The Age of Experience
Today’s CMO knows that brands are not just built upon what they say or how they look, but on how they behave and what they do. The consumer is firmly in control and the traditional advertising ‘push’ is much less effective. Consumers will choose to spend time with brands that provide them with great experiences.
So if brand experience is the most powerful tool in the marketer’s toolkit, what is the difference between brand experience, event marketing and experiential activations?
Brand experience is more like an umbrella term that covers the amalgam of all the different touchpoints where a consumer gets to interact with the brand.
The power of brand experience comes from the opportunity to see, touch, feel, taste and provide a sensorial or inspiring experience first-hand. Some of the best examples come at the intersection of commerce and creativity. This month’s VIVID, Pause Fest and SXSW showcase the possibilities.
There is a wide-range of activities that fall under the umbrella of brand experiences. These include; experiential stunts, corporate events, activations, employee programs, interactions in-store, ecommerce and more pervasively the use of a brand’s app or online channels, with social increasingly important. That’s because each of these things offers a meaningful experience that can either increase or reduce a person’s brand affinity.
In a world of ever-expanding tactics and possibilities, it is more useful to define and describe brand experience—by what it delivers rather than by the shape the activity takes.
Specifically, if advertising (in all media channels) is intended to create awareness of a brand promise, successful brand experiences deliver proof of a brand’s promise or the benefits of a product or service. Meaning, effective brand experiences are designed to create specific, valuable interactions between brands and/or products and services and the people that matter most to them.
Done well, these interactions result in deeper emotional connections and greater brand affinity. Done poorly, they can destroy a brand’s reputation.

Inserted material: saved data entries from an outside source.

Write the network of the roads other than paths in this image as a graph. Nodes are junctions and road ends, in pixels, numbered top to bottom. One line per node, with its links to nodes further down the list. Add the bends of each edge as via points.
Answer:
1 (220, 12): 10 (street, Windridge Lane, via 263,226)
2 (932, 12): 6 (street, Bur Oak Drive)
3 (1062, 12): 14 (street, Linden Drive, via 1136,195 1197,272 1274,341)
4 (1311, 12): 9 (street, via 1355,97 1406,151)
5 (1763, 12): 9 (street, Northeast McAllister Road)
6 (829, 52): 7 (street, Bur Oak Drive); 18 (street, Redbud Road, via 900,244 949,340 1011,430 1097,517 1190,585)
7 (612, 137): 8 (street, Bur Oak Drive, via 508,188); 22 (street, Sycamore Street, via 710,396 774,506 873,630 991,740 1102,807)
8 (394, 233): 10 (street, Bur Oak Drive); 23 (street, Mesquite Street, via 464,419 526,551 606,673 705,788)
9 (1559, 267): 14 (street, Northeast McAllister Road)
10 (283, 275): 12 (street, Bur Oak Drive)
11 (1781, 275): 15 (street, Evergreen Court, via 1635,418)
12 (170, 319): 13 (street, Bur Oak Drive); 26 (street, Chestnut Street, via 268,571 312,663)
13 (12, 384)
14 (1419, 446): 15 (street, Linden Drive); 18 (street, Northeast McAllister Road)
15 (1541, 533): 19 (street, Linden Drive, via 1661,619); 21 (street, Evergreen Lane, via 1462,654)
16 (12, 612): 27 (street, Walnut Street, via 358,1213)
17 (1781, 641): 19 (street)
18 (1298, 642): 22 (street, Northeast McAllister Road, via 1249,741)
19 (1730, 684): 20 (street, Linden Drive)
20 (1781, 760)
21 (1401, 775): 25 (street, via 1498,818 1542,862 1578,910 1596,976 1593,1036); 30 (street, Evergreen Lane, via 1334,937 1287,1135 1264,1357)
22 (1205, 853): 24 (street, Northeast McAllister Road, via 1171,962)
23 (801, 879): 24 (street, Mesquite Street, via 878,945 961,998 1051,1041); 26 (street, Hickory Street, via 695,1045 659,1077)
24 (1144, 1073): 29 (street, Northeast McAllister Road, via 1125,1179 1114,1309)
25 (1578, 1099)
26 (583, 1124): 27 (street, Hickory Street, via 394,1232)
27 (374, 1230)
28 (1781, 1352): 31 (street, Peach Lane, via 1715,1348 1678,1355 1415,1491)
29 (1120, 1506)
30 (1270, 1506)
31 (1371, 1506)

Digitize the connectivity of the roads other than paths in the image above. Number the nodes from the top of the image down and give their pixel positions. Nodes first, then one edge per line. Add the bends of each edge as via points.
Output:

We define events as brand experiences that are targeted toward specific audiences. These can include meetings, trade shows and conferences for participants (often invited) with common interests that determine the theme and content of the event.

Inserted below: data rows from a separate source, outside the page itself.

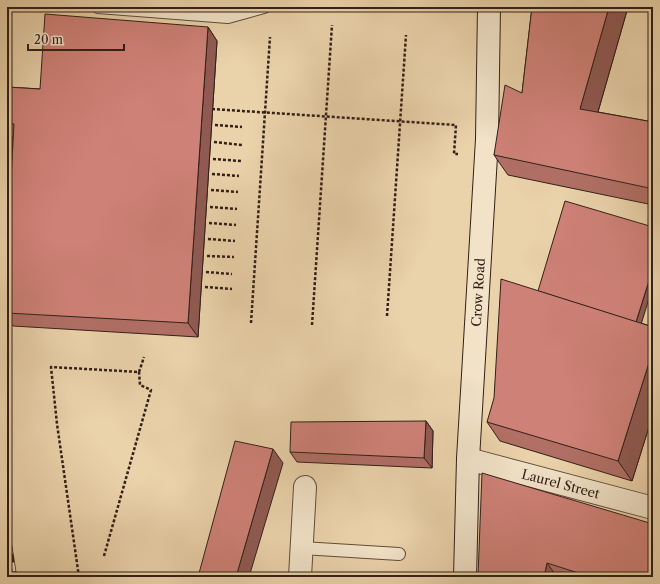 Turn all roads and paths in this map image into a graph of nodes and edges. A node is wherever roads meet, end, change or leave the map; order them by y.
1 (98, 7) edge
2 (264, 7) edge
3 (489, 7) edge
4 (332, 25) dead end
5 (406, 35) dead end
6 (270, 37) dead end
7 (212, 109) dead end
8 (265, 112) junction
9 (326, 116) junction
10 (399, 121) junction
11 (215, 125) dead end
12 (242, 127) dead end
13 (214, 142) dead end
14 (242, 145) dead end
15 (486, 156) junction
16 (213, 159) dead end
17 (241, 161) dead end
18 (212, 174) dead end
19 (239, 176) dead end
20 (211, 190) dead end
21 (238, 192) dead end
22 (210, 207) dead end
23 (237, 209) dead end
24 (209, 223) dead end
25 (236, 225) dead end
26 (208, 239) dead end
27 (235, 241) dead end
28 (207, 256) dead end
29 (234, 257) dead end
30 (206, 272) dead end
31 (232, 274) dead end
32 (205, 287) dead end
33 (232, 289) dead end
34 (387, 316) dead end
35 (251, 323) dead end
36 (312, 325) dead end
37 (144, 357) dead end
38 (139, 372) junction
39 (468, 458) junction
40 (304, 487) dead end
41 (653, 508) edge
42 (302, 548) junction
43 (399, 554) dead end
44 (104, 556) dead end
45 (79, 577) edge
46 (300, 577) edge
47 (465, 577) edge

1 - 2 lane
3 - 15 street, Crow Road
4 - 9 path
5 - 10 path
6 - 8 path
7 - 8 path
8 - 9 path
8 - 35 path
9 - 10 path
9 - 36 path
10 - 15 path
10 - 34 path
11 - 12 path
13 - 14 path
15 - 39 street, Crow Road
16 - 17 path
18 - 19 path
20 - 21 path
22 - 23 path
24 - 25 path
26 - 27 path
28 - 29 path
30 - 31 path
32 - 33 path
37 - 38 path
38 - 44 path
38 - 45 path
39 - 41 street, Laurel Street
39 - 47 street, Crow Road
40 - 42 street
42 - 43 lane
42 - 46 street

Why do marketers and organisations run, sponsor or activate at events? Most events offer prolonged interaction with a brand, its people, products and/or services. Typically, the brand is better able to curate and control the experience at their event. As such, they are a valuable tool to build brand affinity by deepening people’s exposure to—and relationship with—the brand.
We think of experiential activations as more consumer-oriented experiences, often promotional in nature and geared toward more general audiences. Examples would include branded stunts like Google Play’s “Music Block” or activations like Dark Mofo.
Why do marketers do experiential activations?
Like events, experiential activations—often integrated with digital and social—offer prolonged, meaningful interactions with a brand that can help build brand affinity. And, also like events and other brand experiences, the quality of the experience itself will determine the amount of engagement, earned media or brand affinity it produces.
The Holy Grail for marketers and brands is to get the most value from creating extraordinary experiences that transcend popular culture. Something memorable and outside the range of normal experience. Why? Because brands are built on feeling and memory.
As such, we often encourage our clients to offer people bold sensorial experiences—of all types—that are simple, fresh and emotionally engaging. We find that those types of extraordinary experiences are much more memorable, and help deliver better return on their investments.
Delivering Proof on Promise
It can be useful to think of brand experience as any interaction between a consumer and a brand. It is when all these interactions are incorporated in a meaningful way to elevate the life of the consumer that we as marketers are doing are jobs well.
Brand experiences are distinct from traditional advertising activities in that beyond creating awareness of a brand promise, these experiences are designed to deliver proof of a brand’s promise.